▶ Your assignment: Only the lines of the data holding the string "Lomak" need to be returned.

[Stored items]
Start of Block

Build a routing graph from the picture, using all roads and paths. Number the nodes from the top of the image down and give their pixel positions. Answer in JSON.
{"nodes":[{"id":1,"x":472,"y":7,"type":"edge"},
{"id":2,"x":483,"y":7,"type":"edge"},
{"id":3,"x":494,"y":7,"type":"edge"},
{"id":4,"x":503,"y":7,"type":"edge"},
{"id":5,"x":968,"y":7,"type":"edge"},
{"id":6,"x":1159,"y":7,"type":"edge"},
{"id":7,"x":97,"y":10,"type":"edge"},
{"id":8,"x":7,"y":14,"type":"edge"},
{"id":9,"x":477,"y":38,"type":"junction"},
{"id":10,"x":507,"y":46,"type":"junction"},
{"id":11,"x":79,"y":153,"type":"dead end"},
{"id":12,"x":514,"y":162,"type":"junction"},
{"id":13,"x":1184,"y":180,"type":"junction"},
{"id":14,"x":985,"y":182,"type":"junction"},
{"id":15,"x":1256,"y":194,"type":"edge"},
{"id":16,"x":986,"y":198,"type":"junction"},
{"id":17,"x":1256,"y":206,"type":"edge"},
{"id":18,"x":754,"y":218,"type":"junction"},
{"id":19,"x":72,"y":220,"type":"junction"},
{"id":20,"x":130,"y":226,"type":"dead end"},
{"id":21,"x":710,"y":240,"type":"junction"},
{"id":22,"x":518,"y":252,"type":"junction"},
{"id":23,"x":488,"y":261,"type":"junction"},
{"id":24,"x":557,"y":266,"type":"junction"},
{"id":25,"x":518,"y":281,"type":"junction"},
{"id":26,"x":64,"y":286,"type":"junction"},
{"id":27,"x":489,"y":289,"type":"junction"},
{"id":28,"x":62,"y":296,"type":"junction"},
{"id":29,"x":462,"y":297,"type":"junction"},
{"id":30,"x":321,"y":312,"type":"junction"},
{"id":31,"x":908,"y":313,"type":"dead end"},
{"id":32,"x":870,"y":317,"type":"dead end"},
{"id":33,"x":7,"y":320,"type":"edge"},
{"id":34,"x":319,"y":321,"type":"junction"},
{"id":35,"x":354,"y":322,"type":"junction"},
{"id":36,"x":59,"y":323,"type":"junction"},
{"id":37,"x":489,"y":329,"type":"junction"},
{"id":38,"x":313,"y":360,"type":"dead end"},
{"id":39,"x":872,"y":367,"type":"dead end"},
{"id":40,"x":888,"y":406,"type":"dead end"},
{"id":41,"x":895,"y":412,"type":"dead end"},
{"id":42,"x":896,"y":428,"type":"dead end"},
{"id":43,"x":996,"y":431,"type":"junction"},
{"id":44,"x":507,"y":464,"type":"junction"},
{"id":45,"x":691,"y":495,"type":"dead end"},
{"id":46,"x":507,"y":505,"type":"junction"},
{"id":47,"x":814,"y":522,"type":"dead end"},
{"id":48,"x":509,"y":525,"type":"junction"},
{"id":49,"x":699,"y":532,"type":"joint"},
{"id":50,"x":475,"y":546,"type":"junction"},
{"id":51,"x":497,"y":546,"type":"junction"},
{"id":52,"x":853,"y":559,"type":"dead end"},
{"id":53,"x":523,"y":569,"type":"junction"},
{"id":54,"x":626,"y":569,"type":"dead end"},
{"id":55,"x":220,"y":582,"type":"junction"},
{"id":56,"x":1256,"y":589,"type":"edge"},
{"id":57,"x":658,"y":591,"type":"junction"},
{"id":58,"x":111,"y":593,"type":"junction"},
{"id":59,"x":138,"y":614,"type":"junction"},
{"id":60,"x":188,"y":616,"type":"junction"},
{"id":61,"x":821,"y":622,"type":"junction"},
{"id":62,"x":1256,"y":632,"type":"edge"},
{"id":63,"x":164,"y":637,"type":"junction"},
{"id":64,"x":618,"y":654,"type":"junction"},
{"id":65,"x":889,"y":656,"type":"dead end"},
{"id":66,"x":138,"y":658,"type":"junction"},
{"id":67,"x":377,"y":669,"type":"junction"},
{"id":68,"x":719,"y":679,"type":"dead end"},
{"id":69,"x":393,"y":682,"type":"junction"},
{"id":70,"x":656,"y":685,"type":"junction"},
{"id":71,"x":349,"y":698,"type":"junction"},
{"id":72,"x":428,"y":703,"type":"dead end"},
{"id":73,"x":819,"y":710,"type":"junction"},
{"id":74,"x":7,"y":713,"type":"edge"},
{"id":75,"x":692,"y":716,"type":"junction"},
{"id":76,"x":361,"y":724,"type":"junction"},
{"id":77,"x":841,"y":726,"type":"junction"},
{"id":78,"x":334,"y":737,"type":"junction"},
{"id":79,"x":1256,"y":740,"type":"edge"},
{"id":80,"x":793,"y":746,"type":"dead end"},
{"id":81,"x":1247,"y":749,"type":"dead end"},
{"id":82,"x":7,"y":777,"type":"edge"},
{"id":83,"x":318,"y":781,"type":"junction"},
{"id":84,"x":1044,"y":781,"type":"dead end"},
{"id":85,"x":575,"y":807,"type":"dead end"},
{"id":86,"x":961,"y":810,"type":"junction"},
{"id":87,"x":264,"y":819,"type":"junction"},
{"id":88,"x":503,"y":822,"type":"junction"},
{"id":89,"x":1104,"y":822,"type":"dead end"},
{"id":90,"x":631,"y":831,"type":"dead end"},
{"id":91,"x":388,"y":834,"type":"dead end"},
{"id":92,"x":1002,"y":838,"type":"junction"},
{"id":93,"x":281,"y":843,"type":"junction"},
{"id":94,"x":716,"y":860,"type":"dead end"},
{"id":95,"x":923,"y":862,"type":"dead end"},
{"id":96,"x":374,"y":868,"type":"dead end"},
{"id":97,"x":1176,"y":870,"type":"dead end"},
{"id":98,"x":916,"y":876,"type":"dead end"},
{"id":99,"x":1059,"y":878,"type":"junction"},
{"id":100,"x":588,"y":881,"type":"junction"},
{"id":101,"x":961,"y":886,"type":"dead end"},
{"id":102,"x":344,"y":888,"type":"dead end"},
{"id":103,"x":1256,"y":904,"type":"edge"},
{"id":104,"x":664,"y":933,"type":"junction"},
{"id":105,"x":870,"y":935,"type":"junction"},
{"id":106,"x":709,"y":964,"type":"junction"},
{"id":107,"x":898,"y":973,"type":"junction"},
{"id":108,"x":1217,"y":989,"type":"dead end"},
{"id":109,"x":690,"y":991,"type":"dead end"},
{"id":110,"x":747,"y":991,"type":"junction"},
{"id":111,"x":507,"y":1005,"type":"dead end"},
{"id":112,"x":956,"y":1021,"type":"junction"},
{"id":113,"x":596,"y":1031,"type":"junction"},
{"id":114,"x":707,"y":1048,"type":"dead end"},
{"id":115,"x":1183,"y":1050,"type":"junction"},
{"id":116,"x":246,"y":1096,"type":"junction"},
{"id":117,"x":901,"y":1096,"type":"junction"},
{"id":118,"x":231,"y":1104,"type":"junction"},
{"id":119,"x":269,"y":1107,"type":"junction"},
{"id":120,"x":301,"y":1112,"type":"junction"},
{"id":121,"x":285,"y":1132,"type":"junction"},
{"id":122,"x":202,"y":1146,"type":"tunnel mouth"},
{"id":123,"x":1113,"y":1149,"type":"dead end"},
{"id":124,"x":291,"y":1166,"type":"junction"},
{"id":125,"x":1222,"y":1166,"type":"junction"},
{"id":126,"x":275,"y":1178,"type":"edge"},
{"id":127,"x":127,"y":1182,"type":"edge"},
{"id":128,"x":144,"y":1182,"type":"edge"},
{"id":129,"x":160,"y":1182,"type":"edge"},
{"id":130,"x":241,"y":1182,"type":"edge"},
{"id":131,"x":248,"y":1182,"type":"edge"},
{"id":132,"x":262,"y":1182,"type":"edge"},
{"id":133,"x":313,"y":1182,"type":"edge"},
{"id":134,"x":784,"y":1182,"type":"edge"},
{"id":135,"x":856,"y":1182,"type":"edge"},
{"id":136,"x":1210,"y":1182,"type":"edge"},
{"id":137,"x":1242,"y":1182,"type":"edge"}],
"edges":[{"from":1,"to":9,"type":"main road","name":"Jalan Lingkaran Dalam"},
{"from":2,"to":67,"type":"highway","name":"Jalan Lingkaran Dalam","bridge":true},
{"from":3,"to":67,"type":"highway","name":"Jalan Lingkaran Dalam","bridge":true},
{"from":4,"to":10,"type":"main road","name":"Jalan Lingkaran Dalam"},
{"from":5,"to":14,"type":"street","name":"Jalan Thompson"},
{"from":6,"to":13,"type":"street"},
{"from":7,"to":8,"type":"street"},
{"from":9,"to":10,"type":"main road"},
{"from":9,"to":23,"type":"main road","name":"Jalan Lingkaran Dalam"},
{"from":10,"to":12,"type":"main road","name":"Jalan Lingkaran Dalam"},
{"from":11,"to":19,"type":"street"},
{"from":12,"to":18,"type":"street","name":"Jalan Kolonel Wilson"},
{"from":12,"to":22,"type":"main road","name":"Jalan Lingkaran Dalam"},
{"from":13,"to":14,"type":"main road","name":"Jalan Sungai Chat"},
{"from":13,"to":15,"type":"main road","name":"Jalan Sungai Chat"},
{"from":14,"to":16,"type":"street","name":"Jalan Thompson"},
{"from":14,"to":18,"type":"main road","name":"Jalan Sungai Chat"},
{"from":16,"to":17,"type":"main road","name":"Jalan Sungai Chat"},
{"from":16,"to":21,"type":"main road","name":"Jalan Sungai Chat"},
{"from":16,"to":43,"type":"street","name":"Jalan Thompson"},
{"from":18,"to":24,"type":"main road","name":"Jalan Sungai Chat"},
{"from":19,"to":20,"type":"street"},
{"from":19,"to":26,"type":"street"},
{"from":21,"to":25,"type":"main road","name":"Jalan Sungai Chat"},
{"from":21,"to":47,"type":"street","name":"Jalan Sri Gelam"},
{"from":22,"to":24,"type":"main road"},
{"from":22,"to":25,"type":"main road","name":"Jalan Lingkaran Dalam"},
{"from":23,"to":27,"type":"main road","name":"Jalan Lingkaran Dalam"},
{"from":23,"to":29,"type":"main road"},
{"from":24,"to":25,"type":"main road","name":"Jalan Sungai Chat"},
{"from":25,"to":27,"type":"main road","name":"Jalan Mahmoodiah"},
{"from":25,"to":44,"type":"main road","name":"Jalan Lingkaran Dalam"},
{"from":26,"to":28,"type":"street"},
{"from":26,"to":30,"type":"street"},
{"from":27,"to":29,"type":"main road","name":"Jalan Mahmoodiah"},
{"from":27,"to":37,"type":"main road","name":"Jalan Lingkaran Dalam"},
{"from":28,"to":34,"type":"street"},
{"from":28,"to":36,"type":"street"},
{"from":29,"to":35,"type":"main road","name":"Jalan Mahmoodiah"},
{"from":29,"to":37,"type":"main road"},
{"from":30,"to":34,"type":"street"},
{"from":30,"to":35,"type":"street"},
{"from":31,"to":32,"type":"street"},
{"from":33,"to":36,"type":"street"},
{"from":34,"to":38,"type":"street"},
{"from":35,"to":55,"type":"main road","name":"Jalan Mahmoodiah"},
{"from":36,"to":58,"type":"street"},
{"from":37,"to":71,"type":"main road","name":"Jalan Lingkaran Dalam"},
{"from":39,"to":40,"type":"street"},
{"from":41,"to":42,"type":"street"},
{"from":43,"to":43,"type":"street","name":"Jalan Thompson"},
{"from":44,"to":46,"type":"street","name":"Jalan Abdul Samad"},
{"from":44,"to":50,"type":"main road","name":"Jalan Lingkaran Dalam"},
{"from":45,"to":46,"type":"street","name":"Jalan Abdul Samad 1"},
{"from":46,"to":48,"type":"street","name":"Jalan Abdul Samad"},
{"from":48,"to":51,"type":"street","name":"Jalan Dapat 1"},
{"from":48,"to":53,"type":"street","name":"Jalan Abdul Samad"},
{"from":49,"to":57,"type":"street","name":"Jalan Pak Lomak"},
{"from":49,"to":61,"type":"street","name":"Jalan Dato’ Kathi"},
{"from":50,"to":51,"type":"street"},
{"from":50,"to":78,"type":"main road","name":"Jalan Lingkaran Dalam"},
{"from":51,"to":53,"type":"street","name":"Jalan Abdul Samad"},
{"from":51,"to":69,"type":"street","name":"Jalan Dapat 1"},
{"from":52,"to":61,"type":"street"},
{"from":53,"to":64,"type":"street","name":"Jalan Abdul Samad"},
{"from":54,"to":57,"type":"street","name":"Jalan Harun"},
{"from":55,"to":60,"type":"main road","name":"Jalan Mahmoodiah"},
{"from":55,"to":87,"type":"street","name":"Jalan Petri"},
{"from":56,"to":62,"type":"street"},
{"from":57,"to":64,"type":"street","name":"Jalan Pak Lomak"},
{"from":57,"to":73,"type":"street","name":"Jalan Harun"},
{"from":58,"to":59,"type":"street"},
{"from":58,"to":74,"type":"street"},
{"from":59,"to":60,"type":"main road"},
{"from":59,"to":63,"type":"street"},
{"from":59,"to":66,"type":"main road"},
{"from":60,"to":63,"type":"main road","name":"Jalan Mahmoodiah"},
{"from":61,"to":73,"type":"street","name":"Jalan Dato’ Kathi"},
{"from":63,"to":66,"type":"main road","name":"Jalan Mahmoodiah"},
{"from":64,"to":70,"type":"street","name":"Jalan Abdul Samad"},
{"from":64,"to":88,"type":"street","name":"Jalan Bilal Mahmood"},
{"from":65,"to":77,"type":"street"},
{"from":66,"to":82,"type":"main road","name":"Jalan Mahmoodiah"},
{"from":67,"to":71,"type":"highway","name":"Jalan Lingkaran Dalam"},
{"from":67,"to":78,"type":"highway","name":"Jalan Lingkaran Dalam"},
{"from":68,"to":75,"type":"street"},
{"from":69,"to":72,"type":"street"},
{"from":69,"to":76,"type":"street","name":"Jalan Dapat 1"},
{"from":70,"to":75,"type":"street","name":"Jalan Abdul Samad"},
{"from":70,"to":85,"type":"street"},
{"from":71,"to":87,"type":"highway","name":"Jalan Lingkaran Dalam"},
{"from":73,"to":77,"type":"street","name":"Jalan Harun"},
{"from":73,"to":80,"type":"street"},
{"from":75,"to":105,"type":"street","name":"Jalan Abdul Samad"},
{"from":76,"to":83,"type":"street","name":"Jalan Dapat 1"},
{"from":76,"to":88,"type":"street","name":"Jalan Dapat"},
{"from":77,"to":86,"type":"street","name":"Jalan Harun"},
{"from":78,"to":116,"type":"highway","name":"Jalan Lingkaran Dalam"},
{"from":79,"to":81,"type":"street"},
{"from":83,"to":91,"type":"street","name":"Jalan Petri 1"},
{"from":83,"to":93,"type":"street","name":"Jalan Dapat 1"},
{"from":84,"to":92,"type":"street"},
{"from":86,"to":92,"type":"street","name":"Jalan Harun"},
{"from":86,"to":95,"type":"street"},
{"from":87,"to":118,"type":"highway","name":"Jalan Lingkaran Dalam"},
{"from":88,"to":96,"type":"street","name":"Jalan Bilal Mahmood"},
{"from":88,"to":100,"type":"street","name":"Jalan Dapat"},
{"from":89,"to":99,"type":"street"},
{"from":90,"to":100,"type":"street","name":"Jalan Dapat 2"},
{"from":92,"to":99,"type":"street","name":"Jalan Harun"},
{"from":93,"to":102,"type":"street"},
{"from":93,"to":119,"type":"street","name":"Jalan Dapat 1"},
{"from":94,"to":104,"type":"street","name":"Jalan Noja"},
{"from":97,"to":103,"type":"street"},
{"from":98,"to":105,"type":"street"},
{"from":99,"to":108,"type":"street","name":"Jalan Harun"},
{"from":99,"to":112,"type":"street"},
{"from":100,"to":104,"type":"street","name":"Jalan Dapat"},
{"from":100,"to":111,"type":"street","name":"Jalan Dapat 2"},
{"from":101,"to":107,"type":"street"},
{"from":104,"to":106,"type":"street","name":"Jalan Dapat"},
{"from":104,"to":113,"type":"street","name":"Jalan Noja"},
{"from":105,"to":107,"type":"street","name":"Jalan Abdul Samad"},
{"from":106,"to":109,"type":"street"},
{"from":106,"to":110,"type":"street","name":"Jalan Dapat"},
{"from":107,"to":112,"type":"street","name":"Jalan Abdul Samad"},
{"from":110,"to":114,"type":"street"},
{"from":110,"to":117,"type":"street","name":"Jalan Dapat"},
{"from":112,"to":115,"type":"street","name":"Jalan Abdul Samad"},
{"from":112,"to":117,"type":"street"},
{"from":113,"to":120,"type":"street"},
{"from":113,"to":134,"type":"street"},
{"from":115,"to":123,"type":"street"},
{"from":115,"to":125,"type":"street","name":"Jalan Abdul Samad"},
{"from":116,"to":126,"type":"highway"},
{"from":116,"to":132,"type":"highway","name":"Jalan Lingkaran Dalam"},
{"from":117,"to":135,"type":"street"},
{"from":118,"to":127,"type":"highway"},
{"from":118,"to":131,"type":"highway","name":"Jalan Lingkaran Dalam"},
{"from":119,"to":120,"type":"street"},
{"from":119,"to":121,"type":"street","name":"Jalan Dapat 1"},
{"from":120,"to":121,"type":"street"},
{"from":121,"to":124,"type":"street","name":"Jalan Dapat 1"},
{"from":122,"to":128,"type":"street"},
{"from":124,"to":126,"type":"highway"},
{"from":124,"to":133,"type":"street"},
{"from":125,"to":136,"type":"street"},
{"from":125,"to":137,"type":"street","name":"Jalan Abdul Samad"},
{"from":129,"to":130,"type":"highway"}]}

End of Block

▶ Your response:
{"from":49,"to":57,"type":"street","name":"Jalan Pak Lomak"},
{"from":57,"to":64,"type":"street","name":"Jalan Pak Lomak"},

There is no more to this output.